Il fico d’india iniziò il suo viaggio transatlantico alla fine del XV secolo, probabilmente portato in Europa dallo stesso Cristoforo Colombo dopo il suo primo viaggio nelle Americhe. Trovò nel bacino del Mediterraneo un ambiente notevolmente affine al suo habitat originario: con la sua capacità di prosperare nei terreni poveri e la sua resistenza alla siccità, il fico d’india si diffuse rapidamente nelle regioni aride d’Italia, diventando una presenza comune, in particolare in Sicilia e Calabria, entro il XVI secolo. Il nome italiano, fico d’India, riflette l’epoca del suo arrivo nella penisola: al tempo di Colombo si chiamava “indiano” qualsiasi cosa fosse originaria del Nuovo Mondo, sulla base della convinzione iniziale che l’esploratore avesse, in effetti, raggiunto le Indie. Il soprannome inglese “prickly pear” è più descrittivo, in quanto si riferisce alle spine (“pungente”) che custodiscono il frutto e alla forma simile a una pera del frutto stesso (“pera”). Da allora i fichi d’India sono diventati una pietra miliare del paesaggio agricolo italiano, soprattutto nelle regioni meridionali, poiché i climi caldi e aridi di queste aree riecheggiano gli habitat originari del cactus centroamericano.
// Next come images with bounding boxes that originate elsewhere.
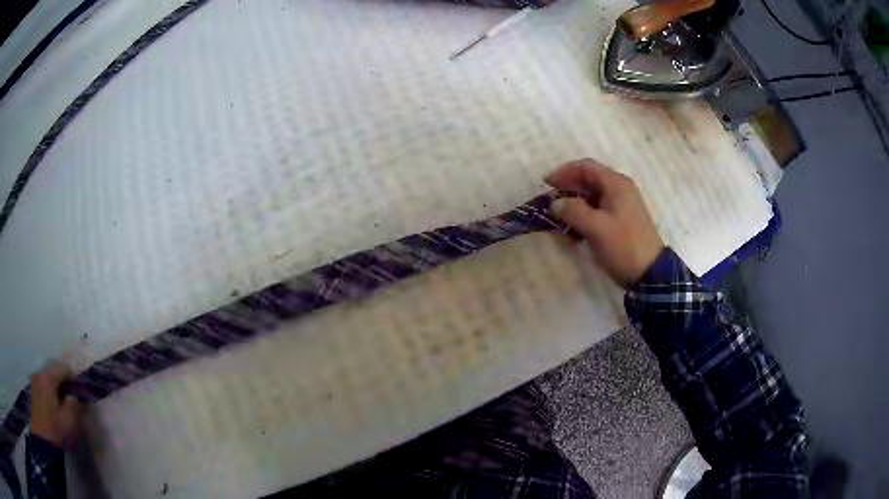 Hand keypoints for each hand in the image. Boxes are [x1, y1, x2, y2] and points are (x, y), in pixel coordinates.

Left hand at [30, 362, 80, 449]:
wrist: (42, 437)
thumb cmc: (55, 430)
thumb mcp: (69, 422)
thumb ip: (73, 405)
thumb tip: (72, 397)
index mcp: (48, 378)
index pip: (62, 368)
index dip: (72, 377)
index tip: (78, 390)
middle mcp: (39, 374)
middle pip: (53, 373)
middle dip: (62, 383)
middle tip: (70, 400)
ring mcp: (34, 381)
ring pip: (47, 380)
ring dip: (55, 389)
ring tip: (61, 406)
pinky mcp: (33, 390)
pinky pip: (43, 386)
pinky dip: (49, 393)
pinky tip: (52, 408)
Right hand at [546, 159, 663, 288]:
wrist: (649, 273)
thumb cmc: (623, 246)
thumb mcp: (596, 228)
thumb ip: (573, 211)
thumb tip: (554, 203)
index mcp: (616, 184)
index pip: (586, 167)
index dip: (564, 172)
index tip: (546, 183)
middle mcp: (620, 189)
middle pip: (588, 180)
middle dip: (567, 189)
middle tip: (550, 202)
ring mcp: (621, 205)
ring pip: (592, 196)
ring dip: (574, 204)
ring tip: (559, 218)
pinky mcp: (621, 220)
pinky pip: (598, 210)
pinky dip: (583, 216)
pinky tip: (573, 230)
In Sicilia, vasti campi di fichi d’india si ergono alti, i loro frutti vibranti offrono un contrasto colorato sullo sfondo dei paesaggi rupestri della regione, ma sono diffusi anche in Calabria, Puglia e Sardegna.

Nel corso del tempo, gli italiani non solo hanno accettato questo cactus del Nuovo Mondo nei loro paesaggi, ma lo hanno anche integrato nelle loro pratiche culinarie. Consumato fresco dopo aver rimosso con cura il suo strato esterno spinoso, il fico d’india offre un sapore dolce e leggermente pungente. Fornisce una rinfrescante esplosione di gusto tropicale, spesso paragonata a una combinazione di anguria e pera, particolarmente gradita durante le calde estati italiane. Ma il ruolo del fico d’india nella cucina italiana va ben oltre l’essere un semplice frutto fresco: trasformato in marmellate, gelatine e dessert, dona un tocco di sapore esotico alla tavola italiana. E’ protagonista anche nei liquori, come il siciliano Ficodì, rinomato per il suo gusto spiccatamente dolce.
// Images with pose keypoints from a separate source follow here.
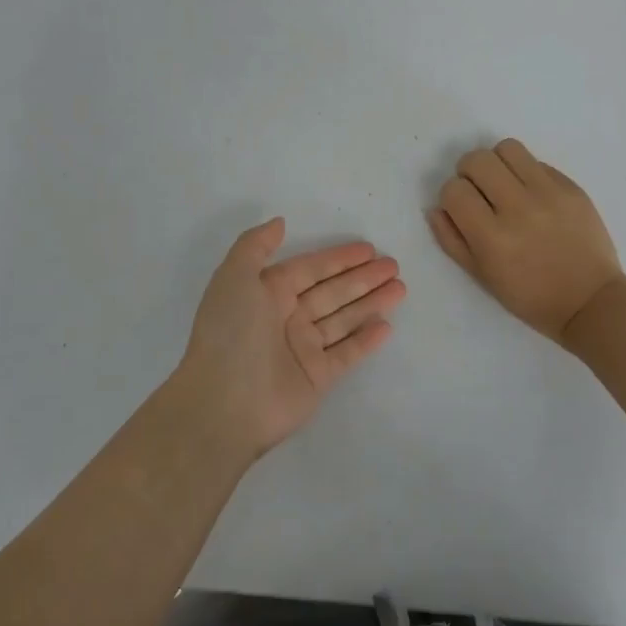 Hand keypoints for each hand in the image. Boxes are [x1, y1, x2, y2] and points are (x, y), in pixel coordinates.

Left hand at [177, 219, 403, 455]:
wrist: (225, 403)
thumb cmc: (230, 333)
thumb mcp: (233, 277)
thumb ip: (255, 245)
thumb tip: (280, 222)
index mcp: (267, 293)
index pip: (310, 269)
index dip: (339, 258)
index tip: (369, 248)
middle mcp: (286, 318)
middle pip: (332, 292)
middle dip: (363, 278)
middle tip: (394, 266)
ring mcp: (303, 349)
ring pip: (344, 319)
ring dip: (371, 303)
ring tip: (400, 288)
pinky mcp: (317, 377)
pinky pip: (347, 353)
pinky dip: (366, 340)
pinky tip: (387, 326)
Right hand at [428, 139, 624, 343]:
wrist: (590, 300)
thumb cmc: (531, 297)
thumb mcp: (482, 277)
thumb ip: (452, 240)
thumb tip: (437, 208)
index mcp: (492, 238)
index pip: (454, 190)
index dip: (451, 197)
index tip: (462, 209)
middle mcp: (518, 208)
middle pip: (477, 160)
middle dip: (469, 172)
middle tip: (479, 191)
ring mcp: (549, 194)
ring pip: (508, 148)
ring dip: (497, 162)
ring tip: (504, 183)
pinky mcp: (571, 187)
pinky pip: (537, 162)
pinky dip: (526, 173)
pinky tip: (533, 195)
I cuochi creativi di tutta Italia hanno trovato una miriade di modi per portare le qualità uniche del fico d’india nei loro piatti: tagliato a dadini, può dare un tocco sorprendente sia alla frutta che alle macedonie salate. La polpa, incorporata in torte, crostate o pasticcini, può offrire un tocco tropicale ai classici dolci italiani. In Sicilia il frutto viene utilizzato per aromatizzare gelati e granite. Il fico d’india si trova anche nella cucina salata italiana: anche se meno diffuso, può fare da contrappunto dolce alle carni in umido o agli arrosti. Agli italiani piacciono anche i nopales, i cuscinetti di cactus del fico d’india: una volta tolte le spine, vengono cotti e mangiati come un ortaggio, anche se questa modalità è meno comune in Italia che nella patria originaria delle piante, il Messico.

Il viaggio del fico d’india, dal Nuovo Mondo all’Italia, è una straordinaria storia di esplorazione e adattamento culinario e oggi il fico d’India non è solo un alimento base della cucina del sud Italia, ma anche un simbolo della bellezza resiliente del paesaggio mediterraneo.